On Sun, 2007-11-04 at 19:30 +1300, Amos Jeffries wrote:
> I have just had the opportunity to do WU on a customers box and
> managed to reproduce one of the possible WU failures.
>
> This one was using WinXP, and the old WindowsUpdate (NOT
> MicrosoftUpdate, teht remains untested).
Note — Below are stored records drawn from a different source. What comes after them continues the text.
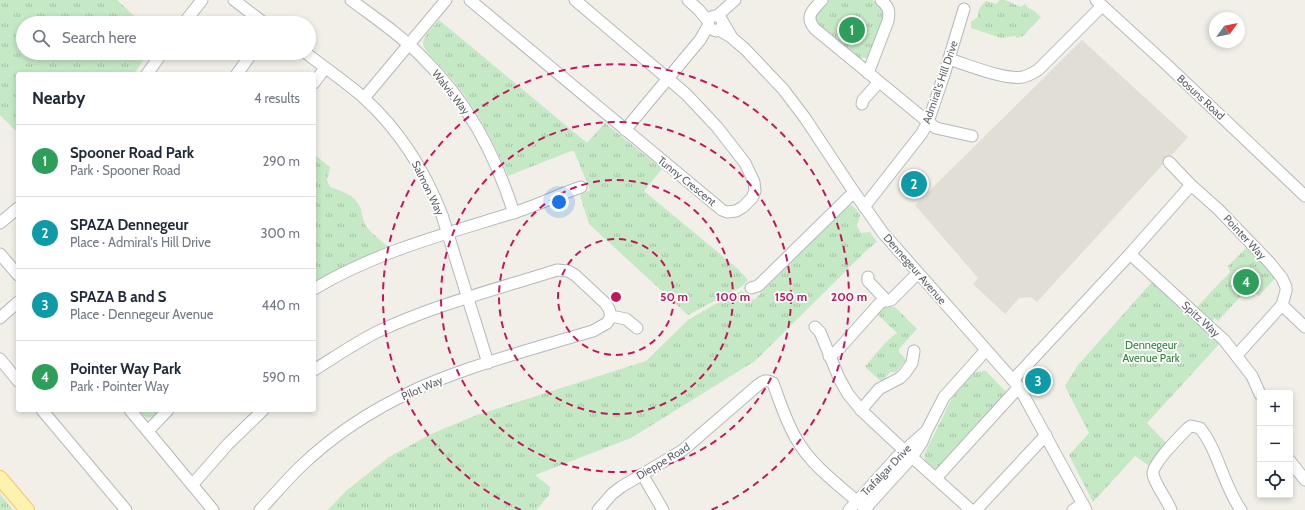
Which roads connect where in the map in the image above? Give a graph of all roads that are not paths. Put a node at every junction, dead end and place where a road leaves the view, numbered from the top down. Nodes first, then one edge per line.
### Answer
1 (202, 0) edge
2 (234, 0) edge
3 (351, 0) edge
4 (446, 0) edge
5 (470, 0) edge
6 (575, 0) edge
7 (688, 0) edge
8 (822, 0) edge
9 (881, 0) edge
10 (734, 1) edge
11 (1099, 3) edge
12 (964, 9) dead end
13 (189, 16) edge
14 (255, 16) edge
15 (715, 23) junction
16 (408, 45) junction
17 (949, 59) junction
18 (157, 60) edge
19 (247, 60) edge
20 (315, 60) edge
21 (326, 68) junction
22 (148, 72) edge
23 (238, 72) edge
24 (868, 73) junction
25 (668, 79) junction
26 (316, 80) edge
27 (879, 82) junction
28 (364, 98) junction
29 (862, 104) dead end
30 (928, 122) junction
31 (625, 130) junction
32 (972, 136) dead end
33 (1169, 162) dead end
34 (1191, 185) junction
35 (581, 187) dead end
36 (854, 192) junction
37 (1305, 196) edge
38 (864, 207) junction
39 (16, 210) edge
40 (514, 213) junction
41 (0, 223) edge
42 (448, 233) junction
43 (0, 254) edge
44 (1130, 254) junction
45 (16, 273) edge
46 (918, 273) junction
47 (868, 277) dead end
48 (316, 288) edge
49 (751, 288) dead end
50 (467, 298) junction
51 (887, 301) junction
52 (16, 304) edge
53 (1282, 305) junction
54 (611, 316) junction
55 (0, 318) edge
56 (815, 327) dead end
57 (1305, 327) edge
58 (637, 328) dead end
59 (986, 350) junction
60 (914, 351) dead end
61 (1237, 355) junction
62 (829, 356) junction
63 (0, 359) edge
64 (488, 363) junction
65 (316, 369) edge
66 (16, 379) edge
67 (1016, 383) junction
68 (1258, 390) edge
69 (861, 410) junction
70 (44, 412) edge
71 (132, 412) edge
72 (166, 412) edge
73 (261, 412) edge
74 (148, 431) junction
75 (1046, 435) junction
76 (908, 453) junction
77 (1293, 466) edge
78 (642, 474) junction
79 (0, 478) edge
80 (936, 478) junction
81 (1305, 480) edge
82 (192, 484) junction
83 (863, 507) edge
84 (1084, 507) edge
85 (27, 510) edge
86 (126, 510) edge
87 (214, 510) edge
88 (260, 510) edge
89 (598, 510) edge
90 (663, 510) edge
91 (849, 510) edge
92 (971, 510) edge
93 (976, 510) edge
94 (1073, 510) edge
95 (1171, 510) edge
96 (1241, 510) edge

1 - 13 street
2 - 14 street
3 - 16 street, Walvis Way
4 - 16 street
5 - 31 street, Tunny Crescent
6 - 25 street, Tunny Crescent
7 - 15 street, Dennegeur Avenue
8 - 24 street
9 - 24 street
10 - 15 street
11 - 17 street
11 - 37 street, Bosuns Road
12 - 17 street, Admiral's Hill Drive
15 - 25 street
15 - 36 street, Dennegeur Avenue
16 - 28 street
16 - 40 street, Walvis Way
17 - 30 street, Admiral's Hill Drive
18 - 22 street
19 - 23 street
20 - 21 street, Salmon Way
21 - 26 street
21 - 28 street, Salmon Way
24 - 27 street
25 - 31 street
25 - 31 street, Tunny Crescent
27 - 29 street
27 - 30 street
28 - 42 street, Salmon Way
30 - 32 street
30 - 38 street, Admiral's Hill Drive
33 - 34 street, Pointer Way
34 - 44 street
34 - 53 street, Pointer Way
35 - 40 street
36 - 38 street, Dennegeur Avenue
36 - 49 street
38 - 46 street, Dennegeur Avenue
39 - 41 street
40 - 42 street
42 - 48 street
42 - 50 street, Salmon Way
43 - 45 street
44 - 61 street, Spitz Way
44 - 67 street
46 - 51 street
46 - 59 street, Dennegeur Avenue
47 - 51 street
50 - 54 street
50 - 64 street, Salmon Way
50 - 65 street
51 - 62 street
52 - 55 street
53 - 57 street
53 - 61 street
54 - 58 street
54 - 64 street, Pilot Way
56 - 62 street
59 - 67 street, Dennegeur Avenue
59 - 76 street, Trafalgar Drive
60 - 69 street
61 - 68 street, Spitz Way
62 - 69 street
63 - 66 street
64 - 88 street, Pilot Way
67 - 75 street, Dennegeur Avenue
67 - 80 street
69 - 76 street
70 - 86 street
71 - 74 street
72 - 74 street
73 - 82 street
74 - 82 street
75 - 84 street, Dennegeur Avenue
75 - 93 street
76 - 80 street
76 - 83 street, Trafalgar Drive
77 - 81 street
78 - 83 street, Dieppe Road
78 - 89 street, Dieppe Road
78 - 90 street
79 - 85 main road
80 - 92 street
82 - 87 street
83 - 91 street, Trafalgar Drive
84 - 94 street
95 - 96 street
With squid configured to
> permit
> client access to:
>
> # Windows Update / Microsoft Update
> #
> redir.metaservices.microsoft.com
> images.metaservices.microsoft.com
> c.microsoft.com
> windowsupdate.microsoft.com
> #
> # WinXP / Win2k
> .update.microsoft.com
> download.windowsupdate.com
> # Win Vista
> .download.windowsupdate.com
> # Win98
> wustat.windows.com
> crl.microsoft.com
>
> AND also CONNECT access to www.update.microsoft.com:443
>
> PROBLEM:
> The client box detects a needed update,
> then during the "Download Updates" phase it says "...failed!" and
> stops.
>
> CAUSE:
>
> This was caused by a bug in squid reading the ACL:
> download.windowsupdate.com
> ...
> .download.windowsupdate.com
>
> - squid would detect that download.windowsupdate.com was a
> subdomain
> of .download.windowsupdate.com and .download.windowsupdate.com would
> be
> culled off the ACL as unneeded.
>
> - That culled bit held the wildcard letting v4.download.* and
> www.download.* be retrieved later in the process.
>
> - BUT, specifying JUST .download.windowsupdate.com would cause
> download.windowsupdate.com/fubar to FAIL under the same circumstances.
>
> during the WU process requests for application at
> www.download.windowsupdate.com/fubar and K/Q updates at
> v(3|4|5).download.windowsupdate.com/fubar2
> would result in a 403 and thus the FAIL.
>
>
> SOLUTION:
> Changing the wildcard match to an explicit for fixes this and WU
> succeeds again.
> OR,
> Changing the wildcard to .windowsupdate.com also fixes the problem
> for this test.
Can other folks experiencing Windows Update troubles with Squid3 confirm
that their setup does not have the same ACL problem?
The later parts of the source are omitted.